Renée Baker visits and shines a light on multitalented composer Phil Moore
From May 16-20, the BFCA was honored to welcome back acclaimed composer Renée Baker onsite at our office. Ms. Baker spent the week researching hundreds of original musical manuscripts, correspondence, and other materials from our Phil Moore Collection, named after the prolific musician who was the first Black composer contracted to a major Hollywood studio. As Ms. Baker powerfully reflects on the visit, Phil Moore was an under-acknowledged Renaissance man of American popular music throughout the 20th century, mentoring and collaborating with an array of superstars that includes Judy Garland, Lena Horne, Dorothy Dandridge, Louis Armstrong, Frank Sinatra, Ray Charles, The Supremes, Aretha Franklin, Quincy Jones, Diahann Carroll, and many, many others.
BFCA staff thanks Ms. Baker for her visit and efforts to shine more light on the career and legacy of an unjustly forgotten talent. Check out her new blog post and learn more about the life of Phil Moore in this 2017 post by Elijah Pouges.
The BFCA is thrilled to welcome Essence London to our team!
Essence has an MFA in Creative Writing and is currently studying home movies and mythmaking at the IU Media School. After writing for the BFCA blog in the past, she is excited now to collaborate on programming alongside Dr. Akin Adesokan. Keep an eye out for her name in literary magazines and film credits–she’s hard at work on upcoming projects!
Stéphane Vieyra discusses the legacy of Paulin Vieyra in MoMA interview
In summer 2021, the BFCA acquired the personal papers of pioneering Senegalese filmmaker and writer Paulin S. Vieyra, courtesy of a generous donation by his youngest son Stéphane Vieyra. BFCA staff continue to do the considerable work of cataloging this collection for future researcher access. This past month, Stéphane was interviewed by Josh Siegel, film curator, and Ugochukwu-Smooth Nzewi, Curator of Painting and Sculpture at the Museum of Modern Art, in advance of the museum’s May 14 & 16 screening of Vieyra’s landmark film Afrique sur Seine (1955). Stéphane reflects on his father’s legacy and the challenges faced by postcolonial African filmmakers. Read the full interview here!
Social media highlights
Kathe Sandler
On May 11, we wished a happy birthday to educator, scholar, and Guggenheim award-winning filmmaker Kathe Sandler, born in 1959! Dr. Sandler’s film work includes Remembering Thelma (1982), a portrait of silent film comedian Thelma Hill, and A Question of Color (1992), a pioneering documentary exploring attitudes about hair texture, skin color, and personal appearance within African American communities. Dr.
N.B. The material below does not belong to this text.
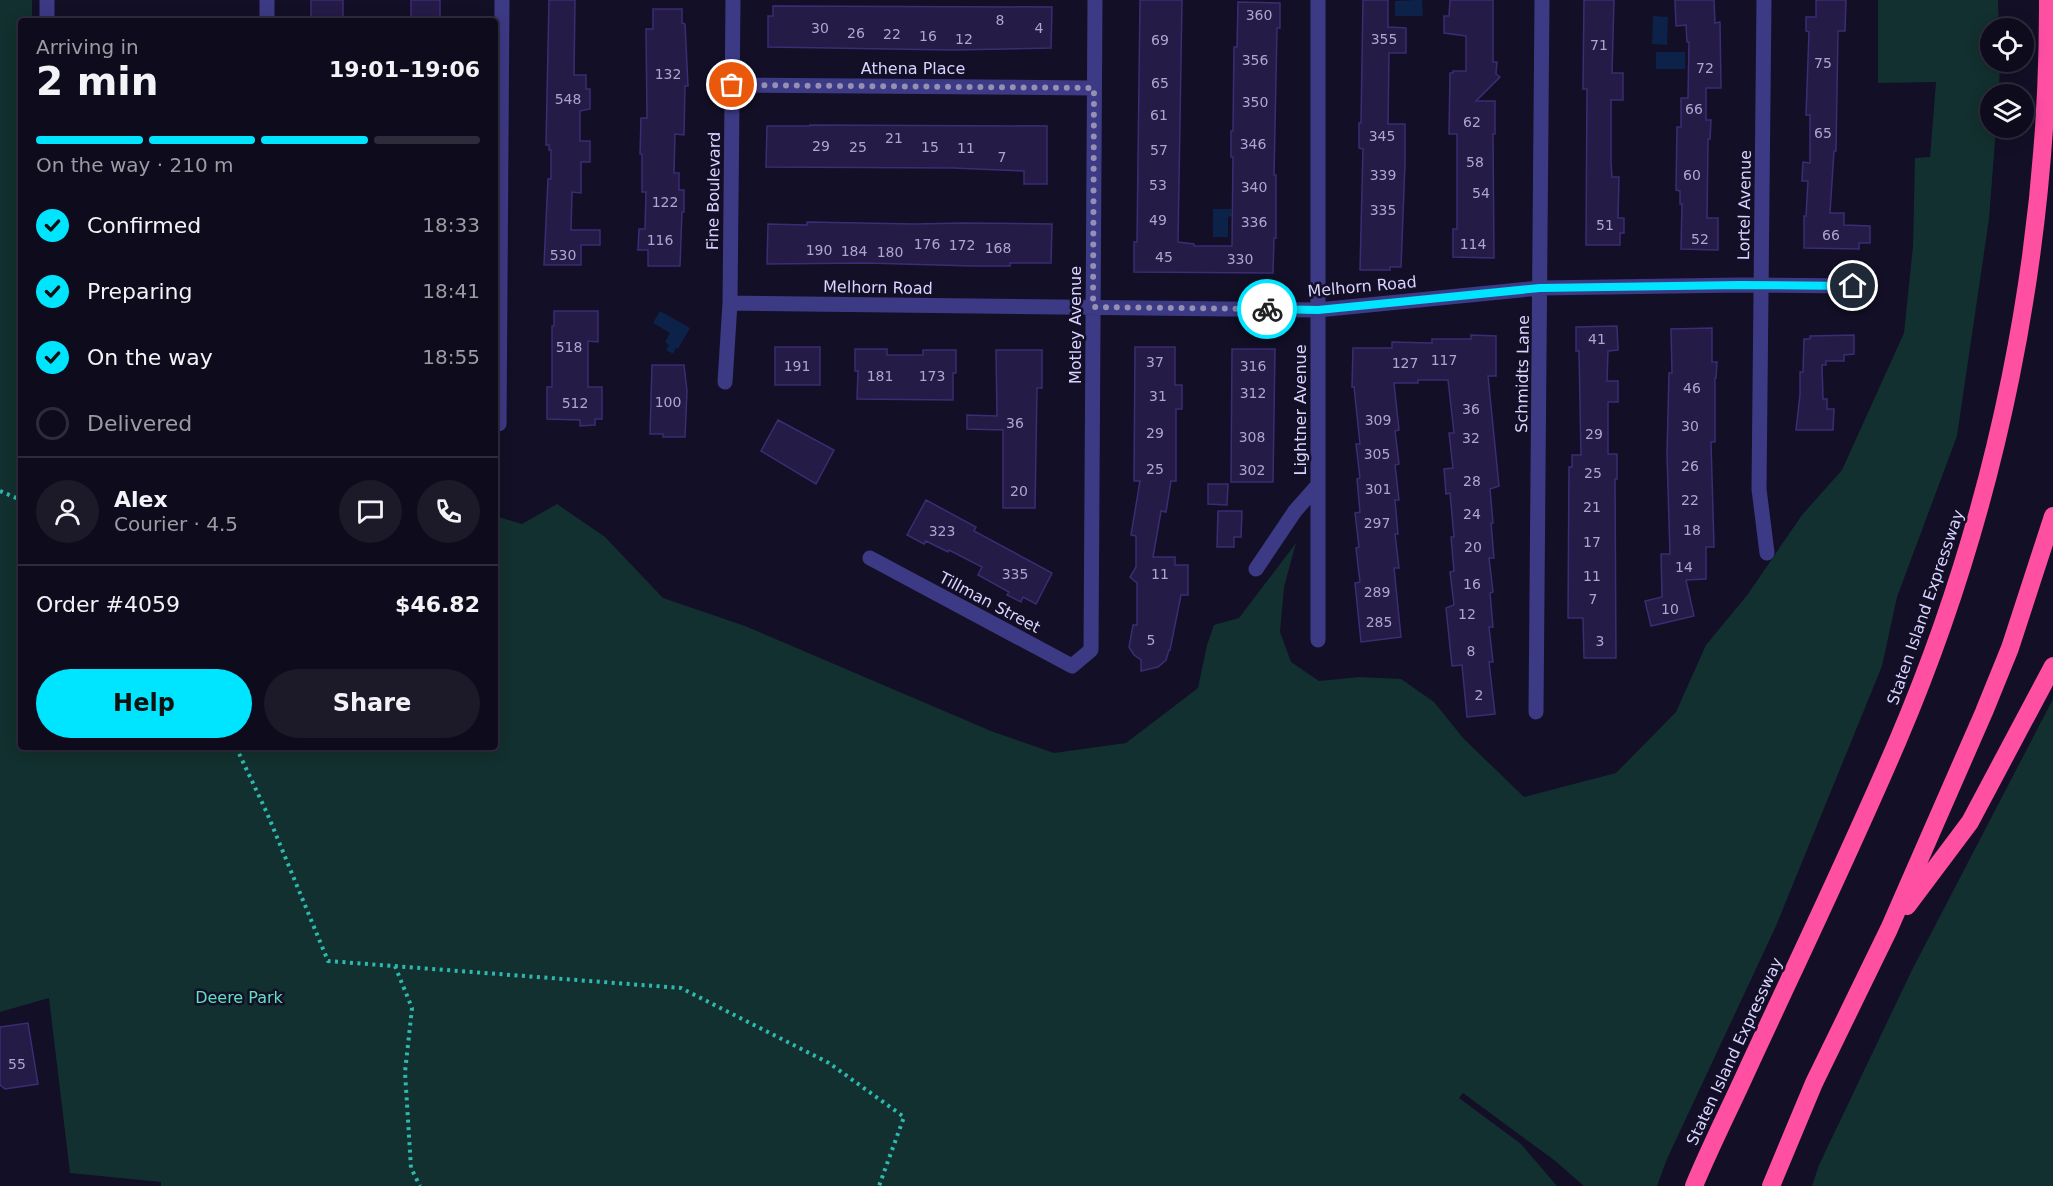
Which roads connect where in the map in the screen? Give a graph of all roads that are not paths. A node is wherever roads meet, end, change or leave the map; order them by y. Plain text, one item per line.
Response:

Sandler donated her original production negatives and interviews from both films to the Black Film Center & Archive in 2010, where they remain preserved as time capsules of Black perspectives on self-appearance and identity in the last decades of the 20th century.
(Photo credit: Keith Bedford via Getty Images, 2003)
Annazette Chase
On May 20, we wished happy birthday to actress Annazette Chase, born in 1943! Over her 16-year film career from 1966 to 1982, Ms. Chase starred in multiple Blaxploitation releases now recognized as high-water marks of the period, including The Mack (1973), Truck Turner (1974), and Black Fist (1974). In 1977, she appeared opposite Muhammad Ali in his self-starring biopic The Greatest, where she played his wife Belinda Boyd.
(The Mack promotional photo from the BFCA African American Contributions to Film Collection; The Greatest promotional photo from the BFCA General Collection.)
Pam Grier
On May 26, we wished a happy birthday to the legendary Pam Grier, born in 1949! Ms. Grier cemented a reputation as one of film history’s great action stars during an extraordinary run of Blaxploitation roles throughout the 1970s, including Cool Breeze (1972), Black Mama White Mama (1973), Coffy (1973), Scream Blacula Scream (1973), Foxy Brown (1974), Sheba, Baby (1975), Bucktown (1975), and Friday Foster (1975). She has continued to work steadily in the industry since the 1980s, taking a high-profile star turn in Jackie Brown (1997) and recurring cast roles in series like Miami Vice, The L Word, and Smallville.
(Publicity photo from the Mary Perry Smith Collection; posters from the BFCA General Collection.)